■ Your instructions
Give back an exact copy of the lines in the records below, from the line that has "ring tip: (745, 709)" through the line that has "index tip: (1182, 705)", and nothing besides.

■ Supplied records
::::::

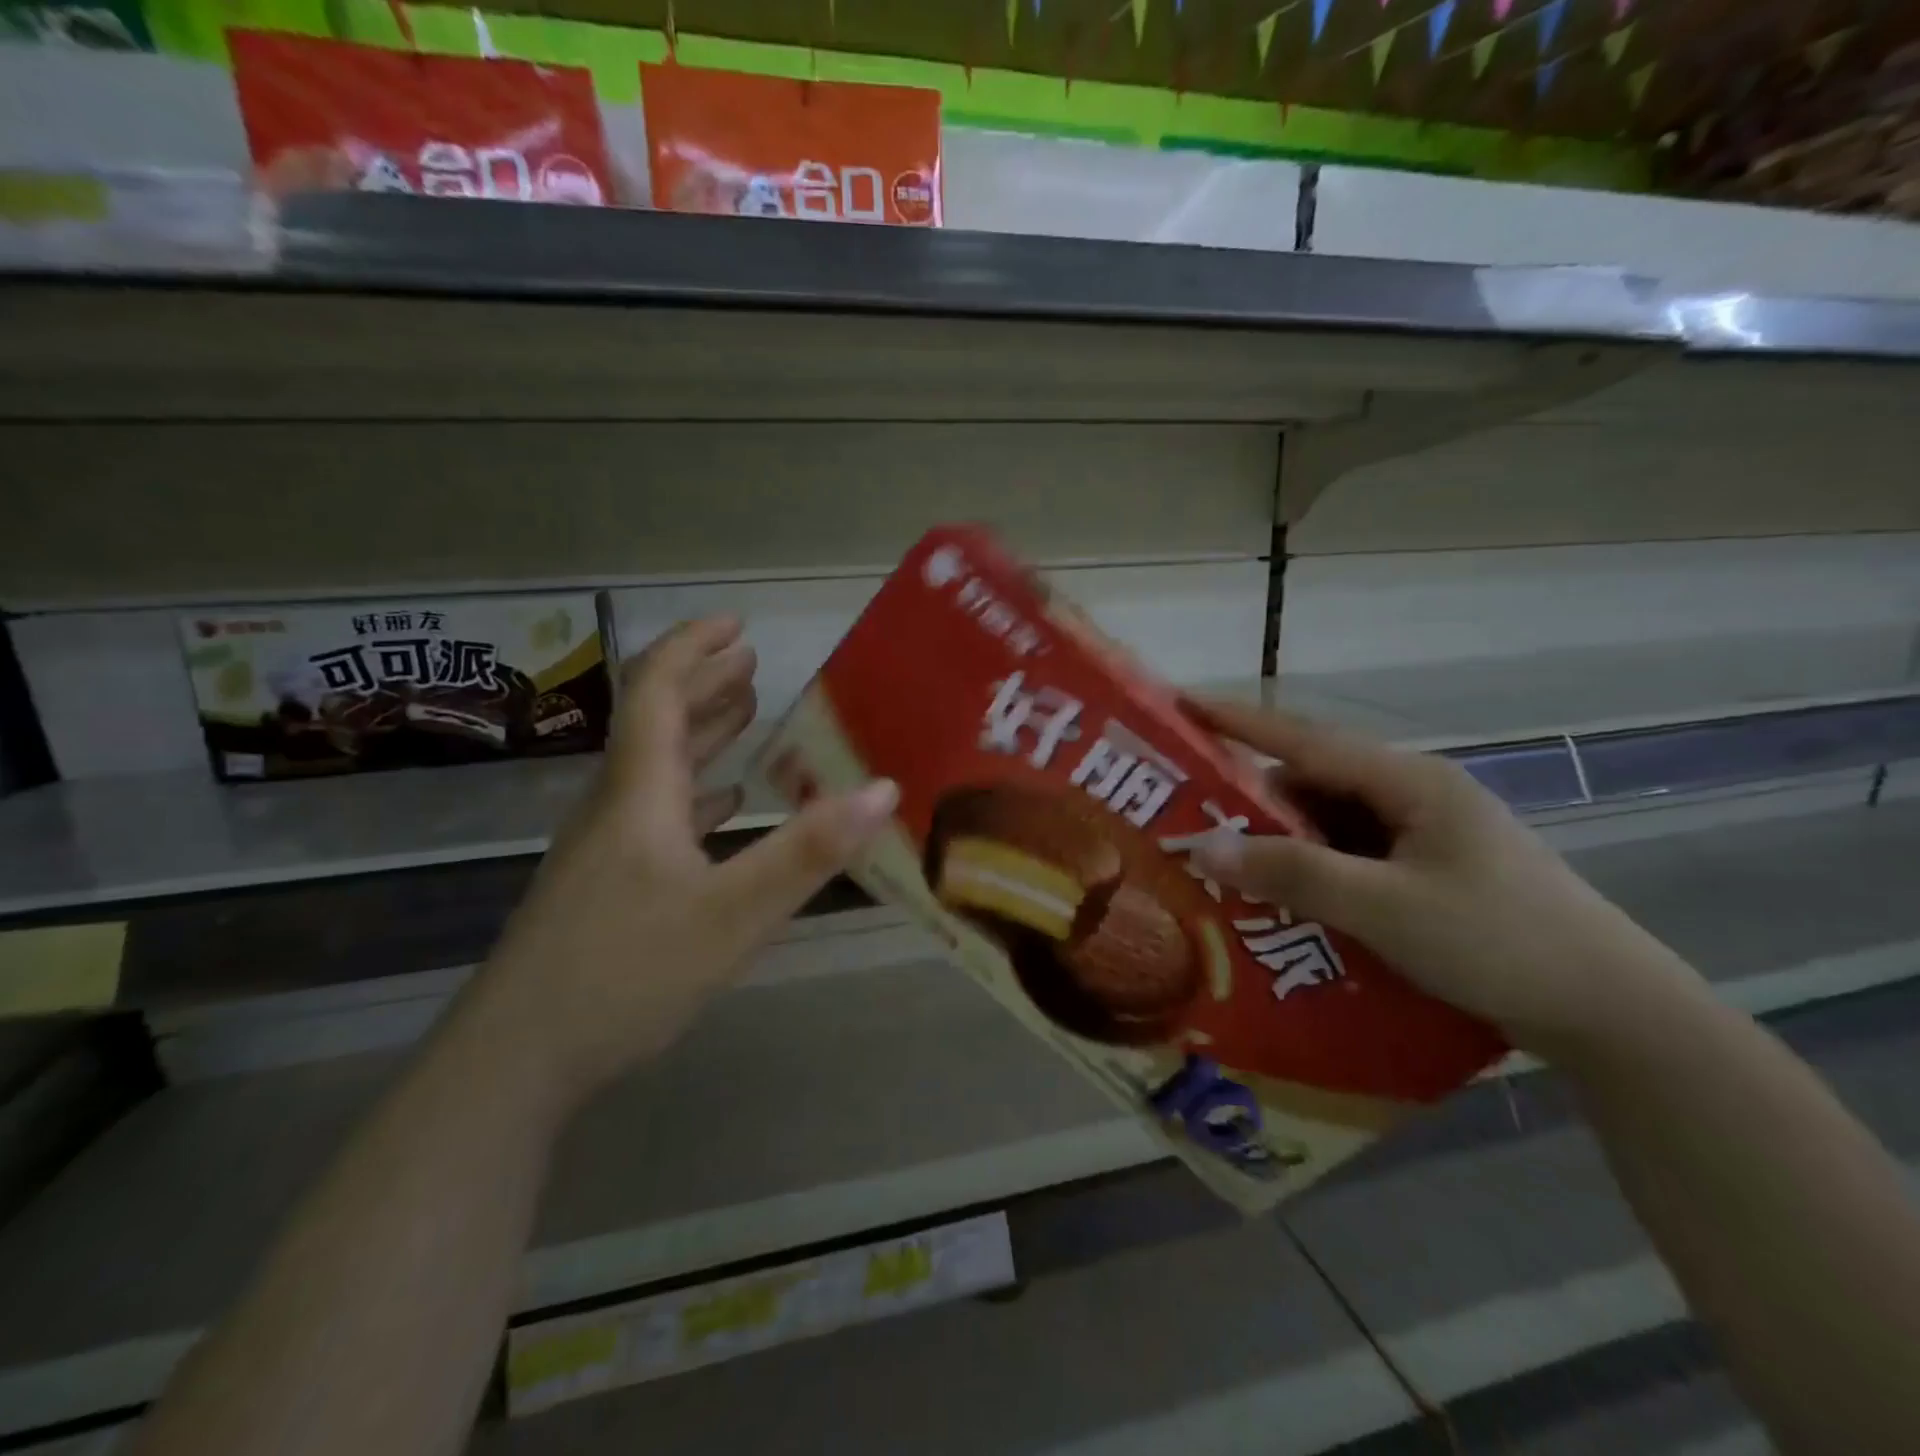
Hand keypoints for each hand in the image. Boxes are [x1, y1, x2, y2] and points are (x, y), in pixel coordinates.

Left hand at [471, 617, 897, 1108]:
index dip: (694, 649)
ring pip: (657, 767)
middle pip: (656, 722)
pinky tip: (721, 804)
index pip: (658, 693)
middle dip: (704, 682)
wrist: (516, 1060)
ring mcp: (606, 848)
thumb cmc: (625, 973)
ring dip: (700, 731)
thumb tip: (884, 789)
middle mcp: (618, 807)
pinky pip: (657, 812)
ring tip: (745, 709)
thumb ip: (809, 851)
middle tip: (750, 658)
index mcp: (641, 793)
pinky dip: (694, 790)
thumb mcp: (733, 914)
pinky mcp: (606, 885)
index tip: (737, 624)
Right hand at [1189, 699, 1708, 1064]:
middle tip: (1189, 817)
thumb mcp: (1385, 908)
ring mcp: (1422, 835)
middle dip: (1251, 800)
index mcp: (1409, 783)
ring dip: (1281, 843)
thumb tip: (1204, 845)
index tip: (1182, 705)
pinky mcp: (1427, 872)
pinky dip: (1312, 871)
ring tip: (1226, 867)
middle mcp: (1413, 797)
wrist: (1612, 1014)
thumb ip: (1294, 872)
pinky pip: (1350, 857)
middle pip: (1313, 783)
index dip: (1240, 721)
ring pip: (1330, 824)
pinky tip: (1285, 899)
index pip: (1306, 739)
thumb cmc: (1499, 943)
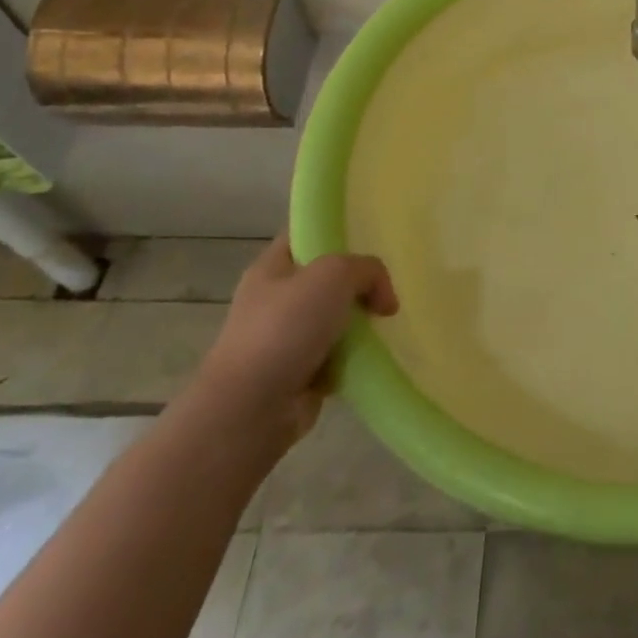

::::::

■ Reply
ring tip: (745, 709)
thumb ip: (809, 851)
middle tip: (750, 658)
index mcp: (641, 793)
pinky dip: (694, 790)
thumb mcp: (733, 914)
pinky mcp: (606, 885)
index tip: (737, 624)
Right hand at [1189, 699, 1708, 1064]:
middle tip: (1189, 817)
thumb mcp: (1385, 908)
ring mcp: (1422, 835)
middle dip: (1251, 800)
index mcp: (1409, 783)
ring dip: (1281, 843)
thumb tip: (1204, 845)
index tip: (1182, 705)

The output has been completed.